◆ **Work instruction**: The answer is a stretch of the material below, returned exactly: the line containing "Left hand at", the line containing "index mcp: (1086, 878)", and all lines between.

◆ **Input**:
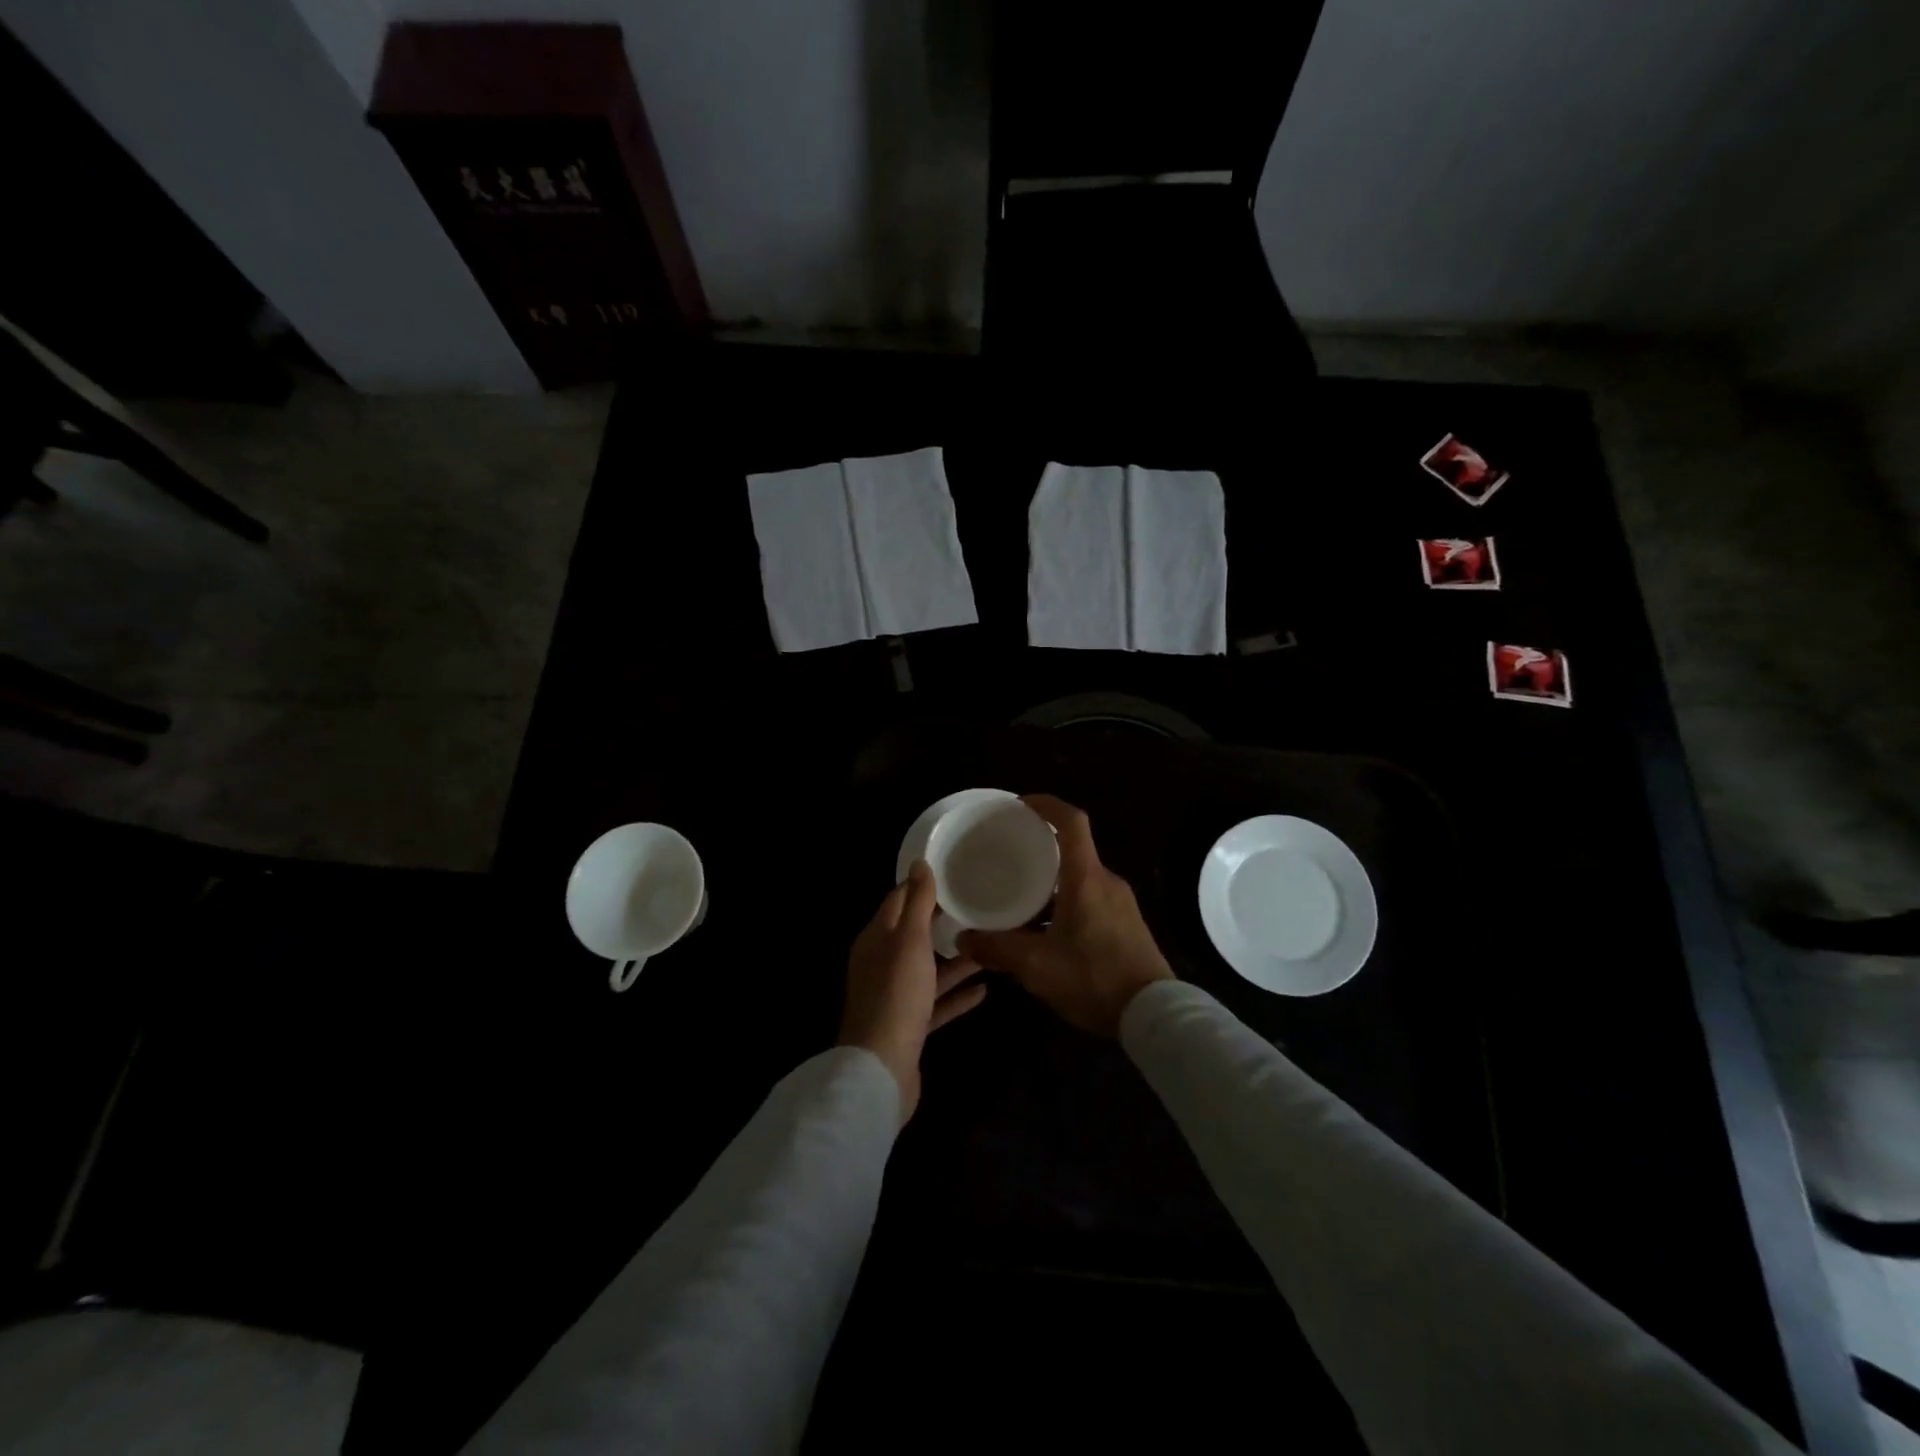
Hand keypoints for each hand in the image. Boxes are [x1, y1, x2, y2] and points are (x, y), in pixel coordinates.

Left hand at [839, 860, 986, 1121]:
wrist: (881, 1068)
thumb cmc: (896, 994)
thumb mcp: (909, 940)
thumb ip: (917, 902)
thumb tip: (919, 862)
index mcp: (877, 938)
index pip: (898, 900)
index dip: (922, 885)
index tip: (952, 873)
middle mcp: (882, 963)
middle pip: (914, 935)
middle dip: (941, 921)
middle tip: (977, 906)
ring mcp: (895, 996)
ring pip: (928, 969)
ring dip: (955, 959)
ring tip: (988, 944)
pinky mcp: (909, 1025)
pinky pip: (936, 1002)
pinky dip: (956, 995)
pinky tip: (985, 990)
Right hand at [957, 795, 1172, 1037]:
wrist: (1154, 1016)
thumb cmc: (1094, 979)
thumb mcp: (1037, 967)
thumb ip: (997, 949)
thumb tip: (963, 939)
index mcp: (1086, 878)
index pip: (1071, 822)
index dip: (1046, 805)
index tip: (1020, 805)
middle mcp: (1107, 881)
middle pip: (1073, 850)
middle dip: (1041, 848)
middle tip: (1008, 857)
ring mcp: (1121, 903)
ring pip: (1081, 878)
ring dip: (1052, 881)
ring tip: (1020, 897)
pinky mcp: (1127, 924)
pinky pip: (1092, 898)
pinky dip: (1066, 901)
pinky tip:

◆ **Expected output**:
Left hand at [839, 860, 986, 1121]:
wrist: (881, 1068)
thumb cmc: (896, 994)
thumb mcp: (909, 940)
thumb ip: (917, 902)
thumb tip: (919, 862)
index mcp: (877, 938)
index pip: (898, 900)
index dip: (922, 885)
index tip: (952, 873)
middle mcp: (882, 963)
middle pip: (914, 935)
middle dip: (941, 921)
middle tip: (977, 906)
ring mcp: (895, 996)
ring pip: (928, 969)
ring dip: (955, 959)
ring tip: (988, 944)
pinky mcp: (909, 1025)
pinky pip: (936, 1002)
pinky dip: (956, 995)
pinky tip: (985, 990)
Right hand at [957, 795, 1172, 1037]:
wrist: (1154, 1016)
thumb cmc: (1094, 979)
thumb mcp: (1037, 967)
thumb ip: (997, 949)
thumb tip: (963, 939)
index mcp: (1086, 878)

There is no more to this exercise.